- WHAT YOU NEED TO DO
Below is a block of entries; repeat all of it exactly but omit the pictures.

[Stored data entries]
▬▬▬▬▬▬

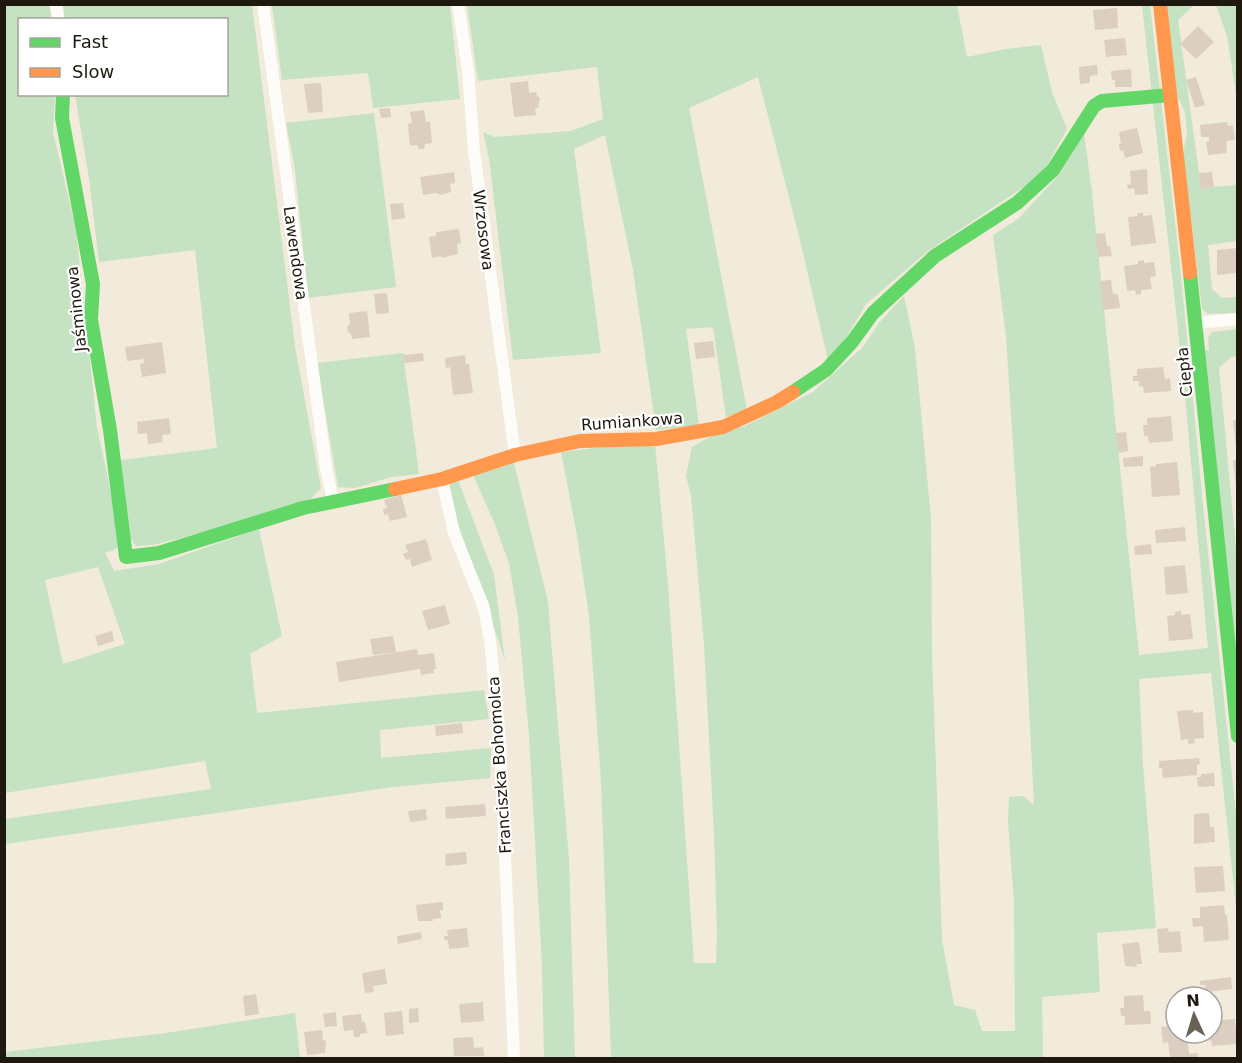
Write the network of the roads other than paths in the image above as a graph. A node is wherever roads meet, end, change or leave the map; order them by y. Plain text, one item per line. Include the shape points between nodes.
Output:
1 (263, 4) edge
2 (458, 4) edge
3 (1160, 4) edge
4 (1170, 95) junction
5 (63, 96) edge
6 (1238, 319) edge
7 (1196, 323) junction
8 (515, 455) junction
9 (442, 479) junction
10 (333, 501) junction
11 (126, 557) joint
12 (1238, 736) edge
13 (514, 1059) edge

1 - 10 street, Lawendowa
2 - 8 street, Wrzosowa
3 - 4 street, Ciepła
4 - 7 street, Ciepła
4 - 8 street, Rumiankowa via 1102,101 1094,106 1053,170 1017,203 935,256 873,313 826,370 777,402 723,426 686,435 580,441
5 - 11 street, Jaśminowa via 62,118 93,284 91,320
6 - 7 street
7 - 12 street, Ciepła
8 - 9 street, Rumiankowa
9 - 10 street, Rumiankowa
9 - 13 street, Franciszka Bohomolca via 454,533 484,609 490,641 500,741
10 - 11 street, Rumiankowa via 159,553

▬▬▬▬▬▬

- OUTPUT FOR THIS TASK
Write the network of the roads other than paths in the image above as a graph. A node is wherever roads meet, end, change or leave the map; order them by y. Plain text, one item per line. Include the shape points between nodes.
Output:
1 (263, 4) edge
2 (458, 4) edge
3 (1160, 4) edge
4 (1170, 95) junction
5 (63, 96) edge
6 (1238, 319) edge
7 (1196, 323) junction
8 (515, 455) junction
9 (442, 479) junction
10 (333, 501) junction
11 (126, 557) joint
12 (1238, 736) edge
13 (514, 1059) edge

1 - 10 street, Lawendowa
2 - 8 street, Wrzosowa
3 - 4 street, Ciepła
4 - 7 street, Ciepła
4 - 8 street, Rumiankowa via 1102,101 1094,106 1053,170 1017,203 935,256 873,313 826,370 777,402 723,426 686,435 580,441
5 - 11 street, Jaśminowa via 62,118 93,284 91,320
6 - 7 street
7 - 12 street, Ciepła
8 - 9 street, Rumiankowa
9 - 10 street, Rumiankowa
9 - 13 street, Franciszka Bohomolca via 454,533 484,609 490,641 500,741
10 - 11 street, Rumiankowa via 159,553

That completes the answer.